You are cordially invited to attend the seminar organized by the Department of Chemistry.
Title: Molecular Design of Functional Materials for Advanced Optoelectronic and Energy Conversion Devices
Speaker: Dr. Shahid Ameen
Date: 30/09/2025, Tuesday
Time: 12:30 (Turkiye Time)
This is an online seminar. To request event details please send a message to department.

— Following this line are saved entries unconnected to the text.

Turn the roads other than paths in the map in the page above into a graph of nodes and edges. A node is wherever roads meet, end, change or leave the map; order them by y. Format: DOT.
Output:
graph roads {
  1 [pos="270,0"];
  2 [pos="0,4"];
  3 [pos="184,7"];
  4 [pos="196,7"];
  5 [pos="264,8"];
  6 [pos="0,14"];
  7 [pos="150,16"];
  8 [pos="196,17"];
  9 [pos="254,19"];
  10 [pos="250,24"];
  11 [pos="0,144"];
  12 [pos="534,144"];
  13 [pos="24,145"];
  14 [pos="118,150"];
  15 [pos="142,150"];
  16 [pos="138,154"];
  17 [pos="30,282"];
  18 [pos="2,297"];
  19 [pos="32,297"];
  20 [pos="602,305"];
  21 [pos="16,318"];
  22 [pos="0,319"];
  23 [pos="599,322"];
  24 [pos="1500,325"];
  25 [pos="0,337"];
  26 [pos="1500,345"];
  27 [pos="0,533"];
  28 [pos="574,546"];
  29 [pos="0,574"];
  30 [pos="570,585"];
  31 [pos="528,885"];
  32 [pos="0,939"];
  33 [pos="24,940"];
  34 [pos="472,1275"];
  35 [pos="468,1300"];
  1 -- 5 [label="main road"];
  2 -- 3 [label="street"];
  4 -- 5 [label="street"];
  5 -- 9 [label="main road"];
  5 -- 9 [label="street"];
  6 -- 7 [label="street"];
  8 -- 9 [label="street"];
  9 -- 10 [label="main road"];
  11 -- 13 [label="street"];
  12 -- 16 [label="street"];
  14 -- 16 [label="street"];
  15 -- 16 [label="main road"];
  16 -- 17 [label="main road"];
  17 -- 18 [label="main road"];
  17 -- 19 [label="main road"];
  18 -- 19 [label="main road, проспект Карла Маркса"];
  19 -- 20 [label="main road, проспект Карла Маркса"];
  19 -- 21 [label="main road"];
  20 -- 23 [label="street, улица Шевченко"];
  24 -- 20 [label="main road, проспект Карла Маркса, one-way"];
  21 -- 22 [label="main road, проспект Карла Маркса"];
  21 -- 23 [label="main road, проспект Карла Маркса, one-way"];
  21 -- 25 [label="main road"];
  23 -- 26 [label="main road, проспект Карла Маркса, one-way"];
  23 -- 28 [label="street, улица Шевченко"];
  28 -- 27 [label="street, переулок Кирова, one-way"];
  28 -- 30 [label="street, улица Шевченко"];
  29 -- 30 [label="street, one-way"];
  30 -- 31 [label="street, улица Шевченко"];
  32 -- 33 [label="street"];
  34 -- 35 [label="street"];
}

Molecular Design of Functional Materials for Advanced Optoelectronic and Energy Conversion Devices
My research focuses on the design and synthesis of functional materials for next-generation optoelectronic and energy conversion technologies. This presentation highlights a decade of my research in the molecular design and synthesis of functional materials tailored for next-generation optoelectronic and energy conversion technologies. Emphasis will be placed on innovations that enhance the performance, stability, and sustainability of devices, including organic light-emitting diodes (OLEDs), perovskite LEDs (PeLEDs), and perovskite solar cells (PSCs). In the OLED domain, the presentation will cover the development of solution-processable carbazole-based host materials and thermally cross-linkable hole-transport layers materials (HTMs), which have significantly improved device efficiency and operational stability. We have developed eco-friendly, solvent-processable Ir(III) complexes and HTMs achieving external quantum efficiencies exceeding 22%. Additionally, novel photopatterning techniques applied to our cross-linkable emitters have enabled precise fabrication of RGB OLED emissive layers, advancing scalable manufacturing. Recent advancements in perovskite materials and device architectures have notably improved the power conversion efficiency (PCE) of inverted perovskite solar cells (PSCs). These p-i-n structured devices offer advantages like low-temperature processing, flexibility, and tandem compatibility, now surpassing conventional PSCs in performance. A key challenge remains interfacial nonradiative recombination. Carbazole-based self-assembled monolayers (SAMs) have emerged as effective hole-selective layers (HSLs), suppressing nonradiative recombination via minimizing defects and enhancing charge transport. Integration of our HSL materials has enabled PSCs to achieve PCEs exceeding 25%, while tandem architectures incorporating our HSLs have reached open-circuit voltages (VOC) of 2.2 V. These contributions reflect a multidisciplinary approach that combines synthetic chemistry, device engineering, and nanofabrication to tackle key challenges in energy-efficient and sustainable technologies. The presentation will conclude with future research directions in materials development for RGB display technologies and energy harvesting applications.
Short Biography:
Dr. Shahid Ameen is a Research Assistant Professor in the Department of Chemistry at Ulsan National Institute of Science and Technology (UNIST), Republic of Korea. He got an MSc in Chemistry from the University of the Punjab and an MPhil in Organic Chemistry from Quaid-i-Azam University, Pakistan. He earned his Ph.D. in Nanomaterials Science and Engineering from the University of Science and Technology (UST), South Korea, where he focused on charge-transport and host materials for solution-processed OLEDs. Following his doctoral studies, Dr. Ameen pursued postdoctoral research under Dr. Changjin Lee at the Korea Research Institute of Chemical Technology (KRICT), developing photoinitiators for industrial applications in liquid crystal display (LCD) manufacturing. He later joined Korea University as a Research Professor, where he investigated novel hole-transport materials for PSCs and gained hands-on experience in device fabrication and characterization. Since joining UNIST in May 2021, Dr. Ameen has led interdisciplinary research in the molecular design and synthesis of advanced functional materials for optoelectronic and energy conversion technologies. His work spans OLEDs, quantum dot LEDs (QLEDs), perovskite LEDs (PeLEDs), organic photovoltaics (OPVs), PSCs, and triboelectric nanogenerators (TENGs). He currently also serves as PI of a National Research Foundation of Korea-funded project focused on developing narrowband blue-emitting Pt(II) complexes for highly efficient and stable blue phosphorescent OLEDs.